For every line in the data below that contains "edges", copy the line.
::::::::
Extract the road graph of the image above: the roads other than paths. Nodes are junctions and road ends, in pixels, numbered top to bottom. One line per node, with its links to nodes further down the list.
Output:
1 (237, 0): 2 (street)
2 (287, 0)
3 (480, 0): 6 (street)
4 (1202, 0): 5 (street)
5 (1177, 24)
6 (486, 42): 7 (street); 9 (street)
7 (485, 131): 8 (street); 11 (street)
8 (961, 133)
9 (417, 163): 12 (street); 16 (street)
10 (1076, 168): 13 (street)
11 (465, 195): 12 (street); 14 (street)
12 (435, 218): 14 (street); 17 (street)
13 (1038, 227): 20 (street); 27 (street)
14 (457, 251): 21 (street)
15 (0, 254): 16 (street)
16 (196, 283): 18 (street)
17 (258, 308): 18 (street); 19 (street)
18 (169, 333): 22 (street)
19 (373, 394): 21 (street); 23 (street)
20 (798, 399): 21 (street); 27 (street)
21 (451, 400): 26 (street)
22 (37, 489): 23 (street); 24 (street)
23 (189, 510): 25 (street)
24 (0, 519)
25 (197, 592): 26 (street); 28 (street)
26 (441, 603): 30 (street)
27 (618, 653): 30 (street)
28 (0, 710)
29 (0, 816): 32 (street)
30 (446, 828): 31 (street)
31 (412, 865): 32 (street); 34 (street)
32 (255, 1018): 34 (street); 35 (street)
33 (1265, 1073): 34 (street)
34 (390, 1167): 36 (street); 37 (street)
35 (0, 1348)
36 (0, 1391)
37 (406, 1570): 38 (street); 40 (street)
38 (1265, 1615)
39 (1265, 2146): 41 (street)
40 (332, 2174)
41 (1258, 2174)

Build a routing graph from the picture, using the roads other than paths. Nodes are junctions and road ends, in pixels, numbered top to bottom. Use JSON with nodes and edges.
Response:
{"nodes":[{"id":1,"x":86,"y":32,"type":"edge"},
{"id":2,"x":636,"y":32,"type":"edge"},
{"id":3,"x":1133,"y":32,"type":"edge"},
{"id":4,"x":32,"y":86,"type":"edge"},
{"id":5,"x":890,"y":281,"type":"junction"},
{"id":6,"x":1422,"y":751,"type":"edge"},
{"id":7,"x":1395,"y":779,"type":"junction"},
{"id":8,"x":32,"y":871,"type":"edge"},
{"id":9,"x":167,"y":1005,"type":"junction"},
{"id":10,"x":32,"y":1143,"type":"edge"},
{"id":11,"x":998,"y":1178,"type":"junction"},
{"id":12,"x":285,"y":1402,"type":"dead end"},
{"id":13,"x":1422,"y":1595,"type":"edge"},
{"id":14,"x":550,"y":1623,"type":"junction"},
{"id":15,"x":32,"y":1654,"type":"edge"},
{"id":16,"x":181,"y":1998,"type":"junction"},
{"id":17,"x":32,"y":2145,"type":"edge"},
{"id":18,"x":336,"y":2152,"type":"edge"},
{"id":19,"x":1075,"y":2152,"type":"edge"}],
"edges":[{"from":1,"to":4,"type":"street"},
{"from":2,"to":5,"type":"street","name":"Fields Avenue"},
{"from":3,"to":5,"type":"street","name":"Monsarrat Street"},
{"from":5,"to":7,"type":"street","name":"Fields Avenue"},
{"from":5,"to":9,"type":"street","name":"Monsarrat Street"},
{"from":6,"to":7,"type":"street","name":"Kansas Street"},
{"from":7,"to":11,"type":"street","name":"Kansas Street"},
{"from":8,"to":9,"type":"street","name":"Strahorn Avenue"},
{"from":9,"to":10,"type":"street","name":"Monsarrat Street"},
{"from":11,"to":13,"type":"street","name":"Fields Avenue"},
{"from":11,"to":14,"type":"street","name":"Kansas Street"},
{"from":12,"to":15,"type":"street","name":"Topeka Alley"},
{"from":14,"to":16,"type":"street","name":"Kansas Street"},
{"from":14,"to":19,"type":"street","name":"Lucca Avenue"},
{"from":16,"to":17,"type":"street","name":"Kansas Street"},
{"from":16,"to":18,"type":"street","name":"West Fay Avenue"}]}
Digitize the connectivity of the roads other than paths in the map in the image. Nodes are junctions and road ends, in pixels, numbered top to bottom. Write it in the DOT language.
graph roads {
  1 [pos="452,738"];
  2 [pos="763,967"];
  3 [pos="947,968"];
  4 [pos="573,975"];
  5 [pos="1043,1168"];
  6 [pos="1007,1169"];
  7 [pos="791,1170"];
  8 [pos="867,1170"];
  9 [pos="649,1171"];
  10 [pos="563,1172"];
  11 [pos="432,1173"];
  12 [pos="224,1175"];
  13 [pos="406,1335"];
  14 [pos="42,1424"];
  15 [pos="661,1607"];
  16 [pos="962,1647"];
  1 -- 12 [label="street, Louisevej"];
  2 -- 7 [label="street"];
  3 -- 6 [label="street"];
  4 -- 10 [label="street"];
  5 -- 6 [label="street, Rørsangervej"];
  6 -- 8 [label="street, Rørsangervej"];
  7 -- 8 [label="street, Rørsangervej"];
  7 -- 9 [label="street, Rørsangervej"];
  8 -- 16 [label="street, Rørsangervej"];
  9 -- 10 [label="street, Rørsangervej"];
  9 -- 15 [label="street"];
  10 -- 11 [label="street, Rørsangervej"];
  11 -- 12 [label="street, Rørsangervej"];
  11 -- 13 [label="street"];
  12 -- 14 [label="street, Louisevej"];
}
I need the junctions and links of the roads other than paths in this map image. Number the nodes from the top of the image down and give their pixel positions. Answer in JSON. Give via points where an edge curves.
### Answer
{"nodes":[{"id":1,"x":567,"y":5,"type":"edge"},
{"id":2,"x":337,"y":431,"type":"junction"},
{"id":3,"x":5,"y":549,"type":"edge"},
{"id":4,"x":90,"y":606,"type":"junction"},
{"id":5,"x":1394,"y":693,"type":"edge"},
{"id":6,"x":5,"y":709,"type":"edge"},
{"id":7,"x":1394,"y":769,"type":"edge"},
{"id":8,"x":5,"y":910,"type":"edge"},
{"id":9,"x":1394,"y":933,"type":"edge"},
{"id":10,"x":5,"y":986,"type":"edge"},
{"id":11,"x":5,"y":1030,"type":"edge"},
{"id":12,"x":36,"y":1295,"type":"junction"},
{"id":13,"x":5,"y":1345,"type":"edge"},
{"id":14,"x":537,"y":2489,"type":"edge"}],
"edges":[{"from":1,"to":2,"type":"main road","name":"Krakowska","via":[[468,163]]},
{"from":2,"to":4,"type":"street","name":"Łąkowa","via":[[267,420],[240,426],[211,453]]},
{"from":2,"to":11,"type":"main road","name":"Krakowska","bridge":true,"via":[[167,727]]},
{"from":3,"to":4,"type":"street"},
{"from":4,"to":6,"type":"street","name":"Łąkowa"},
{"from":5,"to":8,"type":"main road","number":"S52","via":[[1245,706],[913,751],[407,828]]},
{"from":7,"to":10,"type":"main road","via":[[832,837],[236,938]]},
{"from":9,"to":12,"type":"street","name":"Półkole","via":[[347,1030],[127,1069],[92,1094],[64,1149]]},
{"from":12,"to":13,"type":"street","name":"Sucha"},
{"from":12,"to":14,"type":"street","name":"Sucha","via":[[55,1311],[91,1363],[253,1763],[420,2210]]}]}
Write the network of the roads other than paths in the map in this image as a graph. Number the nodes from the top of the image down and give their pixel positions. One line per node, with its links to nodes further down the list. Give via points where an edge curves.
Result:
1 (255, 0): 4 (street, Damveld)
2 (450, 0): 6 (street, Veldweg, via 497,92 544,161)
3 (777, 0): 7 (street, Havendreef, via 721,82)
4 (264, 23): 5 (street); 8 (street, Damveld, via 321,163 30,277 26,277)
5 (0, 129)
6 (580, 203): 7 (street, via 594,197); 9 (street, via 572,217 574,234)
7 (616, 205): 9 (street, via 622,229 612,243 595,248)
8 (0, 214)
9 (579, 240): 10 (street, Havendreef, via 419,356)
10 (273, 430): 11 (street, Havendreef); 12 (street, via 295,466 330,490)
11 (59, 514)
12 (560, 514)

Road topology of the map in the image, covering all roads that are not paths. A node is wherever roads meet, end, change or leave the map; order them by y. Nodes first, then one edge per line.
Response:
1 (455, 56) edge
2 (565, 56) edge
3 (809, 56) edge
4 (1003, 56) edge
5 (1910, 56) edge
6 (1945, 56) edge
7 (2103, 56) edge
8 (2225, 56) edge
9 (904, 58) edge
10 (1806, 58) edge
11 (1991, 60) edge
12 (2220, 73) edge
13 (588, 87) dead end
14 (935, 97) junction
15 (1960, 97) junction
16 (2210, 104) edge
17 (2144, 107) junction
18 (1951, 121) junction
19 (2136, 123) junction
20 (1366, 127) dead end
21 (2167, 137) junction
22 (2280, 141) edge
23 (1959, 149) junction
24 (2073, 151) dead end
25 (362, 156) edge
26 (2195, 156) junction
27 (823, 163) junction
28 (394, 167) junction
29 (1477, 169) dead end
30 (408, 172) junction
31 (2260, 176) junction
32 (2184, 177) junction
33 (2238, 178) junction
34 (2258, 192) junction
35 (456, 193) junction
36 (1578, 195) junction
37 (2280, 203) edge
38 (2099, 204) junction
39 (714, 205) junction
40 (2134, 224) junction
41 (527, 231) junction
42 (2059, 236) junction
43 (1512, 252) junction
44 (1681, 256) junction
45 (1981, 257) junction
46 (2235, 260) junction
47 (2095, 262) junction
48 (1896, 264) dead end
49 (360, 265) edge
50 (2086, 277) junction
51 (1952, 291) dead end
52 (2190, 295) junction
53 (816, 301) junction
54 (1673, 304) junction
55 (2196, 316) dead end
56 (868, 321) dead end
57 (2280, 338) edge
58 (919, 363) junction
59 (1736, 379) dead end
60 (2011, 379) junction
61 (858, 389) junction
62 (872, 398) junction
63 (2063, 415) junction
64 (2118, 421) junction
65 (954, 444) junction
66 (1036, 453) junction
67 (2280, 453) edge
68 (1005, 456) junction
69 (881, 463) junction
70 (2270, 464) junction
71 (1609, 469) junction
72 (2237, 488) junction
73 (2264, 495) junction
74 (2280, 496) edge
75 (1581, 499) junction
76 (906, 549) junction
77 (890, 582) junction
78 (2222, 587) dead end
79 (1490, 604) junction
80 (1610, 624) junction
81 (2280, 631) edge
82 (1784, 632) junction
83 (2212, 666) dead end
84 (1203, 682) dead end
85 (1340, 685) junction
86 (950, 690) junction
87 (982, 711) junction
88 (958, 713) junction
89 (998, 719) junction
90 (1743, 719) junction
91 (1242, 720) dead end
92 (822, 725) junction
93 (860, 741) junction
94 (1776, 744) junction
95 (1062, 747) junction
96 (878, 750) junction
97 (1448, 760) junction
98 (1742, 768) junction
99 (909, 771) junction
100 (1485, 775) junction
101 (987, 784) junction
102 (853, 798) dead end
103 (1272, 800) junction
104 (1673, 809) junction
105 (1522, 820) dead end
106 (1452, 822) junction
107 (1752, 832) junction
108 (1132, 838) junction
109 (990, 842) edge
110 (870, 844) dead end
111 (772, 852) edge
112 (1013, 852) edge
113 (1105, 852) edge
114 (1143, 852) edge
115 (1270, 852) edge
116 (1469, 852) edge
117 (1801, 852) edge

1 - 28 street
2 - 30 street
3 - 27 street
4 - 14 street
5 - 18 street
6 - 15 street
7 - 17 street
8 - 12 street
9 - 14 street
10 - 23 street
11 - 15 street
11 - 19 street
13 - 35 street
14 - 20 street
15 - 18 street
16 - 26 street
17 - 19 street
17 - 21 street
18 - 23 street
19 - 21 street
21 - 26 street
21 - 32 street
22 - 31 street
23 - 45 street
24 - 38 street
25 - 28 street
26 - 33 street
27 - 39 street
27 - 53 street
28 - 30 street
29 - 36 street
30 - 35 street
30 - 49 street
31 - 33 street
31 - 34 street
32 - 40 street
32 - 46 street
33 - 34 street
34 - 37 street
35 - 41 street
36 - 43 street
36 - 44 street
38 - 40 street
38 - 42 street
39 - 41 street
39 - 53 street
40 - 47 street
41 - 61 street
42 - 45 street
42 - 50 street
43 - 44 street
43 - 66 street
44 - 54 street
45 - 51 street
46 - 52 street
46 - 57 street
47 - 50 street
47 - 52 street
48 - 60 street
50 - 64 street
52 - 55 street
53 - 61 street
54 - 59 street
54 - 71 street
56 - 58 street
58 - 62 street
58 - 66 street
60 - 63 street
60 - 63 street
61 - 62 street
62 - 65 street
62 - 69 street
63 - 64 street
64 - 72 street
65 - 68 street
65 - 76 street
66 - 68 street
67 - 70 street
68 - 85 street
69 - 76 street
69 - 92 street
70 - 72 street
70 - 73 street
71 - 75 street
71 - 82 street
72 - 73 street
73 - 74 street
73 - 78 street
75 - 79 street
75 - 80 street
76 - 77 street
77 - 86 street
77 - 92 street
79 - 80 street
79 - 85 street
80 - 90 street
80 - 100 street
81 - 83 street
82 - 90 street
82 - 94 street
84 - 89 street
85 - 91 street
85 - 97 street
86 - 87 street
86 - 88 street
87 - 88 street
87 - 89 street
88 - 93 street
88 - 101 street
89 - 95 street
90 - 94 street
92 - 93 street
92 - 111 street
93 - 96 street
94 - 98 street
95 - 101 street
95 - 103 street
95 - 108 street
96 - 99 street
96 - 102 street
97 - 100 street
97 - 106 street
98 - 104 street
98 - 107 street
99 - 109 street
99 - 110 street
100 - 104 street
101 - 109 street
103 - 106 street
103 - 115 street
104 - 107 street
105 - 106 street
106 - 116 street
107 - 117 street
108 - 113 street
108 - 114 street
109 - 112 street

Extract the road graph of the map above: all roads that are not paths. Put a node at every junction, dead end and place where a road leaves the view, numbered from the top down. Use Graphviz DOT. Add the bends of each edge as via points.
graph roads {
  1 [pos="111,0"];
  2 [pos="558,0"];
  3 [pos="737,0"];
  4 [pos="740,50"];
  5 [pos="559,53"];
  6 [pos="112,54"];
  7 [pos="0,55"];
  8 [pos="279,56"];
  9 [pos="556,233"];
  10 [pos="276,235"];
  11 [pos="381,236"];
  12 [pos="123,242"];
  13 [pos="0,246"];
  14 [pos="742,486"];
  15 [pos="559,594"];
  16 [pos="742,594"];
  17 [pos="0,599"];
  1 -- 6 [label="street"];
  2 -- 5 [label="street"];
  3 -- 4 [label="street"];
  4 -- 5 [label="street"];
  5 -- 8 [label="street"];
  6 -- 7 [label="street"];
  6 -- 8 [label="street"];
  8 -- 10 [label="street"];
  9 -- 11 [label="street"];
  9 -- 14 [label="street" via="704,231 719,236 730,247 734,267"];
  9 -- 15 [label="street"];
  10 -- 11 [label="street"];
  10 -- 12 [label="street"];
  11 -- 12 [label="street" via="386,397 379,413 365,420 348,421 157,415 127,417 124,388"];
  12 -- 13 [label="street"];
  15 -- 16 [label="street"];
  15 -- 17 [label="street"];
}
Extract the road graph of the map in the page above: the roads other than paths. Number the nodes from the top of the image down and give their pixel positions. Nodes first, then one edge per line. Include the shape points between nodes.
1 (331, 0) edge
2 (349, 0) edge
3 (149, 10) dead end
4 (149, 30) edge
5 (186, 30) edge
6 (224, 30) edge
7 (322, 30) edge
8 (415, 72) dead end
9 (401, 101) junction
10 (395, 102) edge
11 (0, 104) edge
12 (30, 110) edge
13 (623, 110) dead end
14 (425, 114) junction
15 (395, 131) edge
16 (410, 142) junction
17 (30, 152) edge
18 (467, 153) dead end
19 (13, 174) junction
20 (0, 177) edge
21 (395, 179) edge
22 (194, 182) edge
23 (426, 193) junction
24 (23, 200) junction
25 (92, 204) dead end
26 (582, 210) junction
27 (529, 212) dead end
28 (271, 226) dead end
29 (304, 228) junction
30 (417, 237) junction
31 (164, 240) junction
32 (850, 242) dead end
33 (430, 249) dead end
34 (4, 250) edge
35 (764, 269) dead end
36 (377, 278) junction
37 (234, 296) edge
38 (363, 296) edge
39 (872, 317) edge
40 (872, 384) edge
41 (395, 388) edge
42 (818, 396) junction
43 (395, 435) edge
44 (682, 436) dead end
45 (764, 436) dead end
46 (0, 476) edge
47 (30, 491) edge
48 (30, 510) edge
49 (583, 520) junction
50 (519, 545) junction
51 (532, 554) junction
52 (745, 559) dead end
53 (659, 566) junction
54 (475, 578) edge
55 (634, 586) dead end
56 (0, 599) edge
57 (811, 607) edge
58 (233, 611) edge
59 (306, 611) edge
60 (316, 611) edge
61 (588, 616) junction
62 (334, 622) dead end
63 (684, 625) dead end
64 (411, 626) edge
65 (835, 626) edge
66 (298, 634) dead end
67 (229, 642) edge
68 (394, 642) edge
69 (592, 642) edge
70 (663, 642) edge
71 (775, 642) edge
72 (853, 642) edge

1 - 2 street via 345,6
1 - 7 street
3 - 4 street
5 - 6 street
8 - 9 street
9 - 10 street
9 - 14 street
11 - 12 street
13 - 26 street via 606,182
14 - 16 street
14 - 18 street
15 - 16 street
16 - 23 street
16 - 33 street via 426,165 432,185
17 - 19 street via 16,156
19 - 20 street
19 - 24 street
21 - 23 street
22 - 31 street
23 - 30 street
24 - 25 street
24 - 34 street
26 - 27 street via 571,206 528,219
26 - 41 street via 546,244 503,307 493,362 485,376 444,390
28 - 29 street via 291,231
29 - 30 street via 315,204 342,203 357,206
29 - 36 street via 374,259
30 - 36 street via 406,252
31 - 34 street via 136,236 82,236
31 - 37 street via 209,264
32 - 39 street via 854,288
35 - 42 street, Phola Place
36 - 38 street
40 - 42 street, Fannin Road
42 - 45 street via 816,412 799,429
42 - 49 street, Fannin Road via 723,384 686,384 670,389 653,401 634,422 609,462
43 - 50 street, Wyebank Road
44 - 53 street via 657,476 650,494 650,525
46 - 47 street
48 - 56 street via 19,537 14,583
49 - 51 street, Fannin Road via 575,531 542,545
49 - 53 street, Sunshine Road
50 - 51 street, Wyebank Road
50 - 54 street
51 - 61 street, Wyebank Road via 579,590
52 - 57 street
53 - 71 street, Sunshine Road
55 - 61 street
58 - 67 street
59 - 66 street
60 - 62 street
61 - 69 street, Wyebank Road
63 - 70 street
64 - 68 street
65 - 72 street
::::::::
Result below ::
Build a routing graph from the picture, using the roads other than paths. Nodes are junctions and road ends, in pixels, numbered top to bottom. Use JSON with nodes and edges.
"edges":[{"from":1,"to":4,"type":"street"},
"edges":[{"from":1,"to":2,"type":"main road","name":"Krakowska","via":[[468,163]]},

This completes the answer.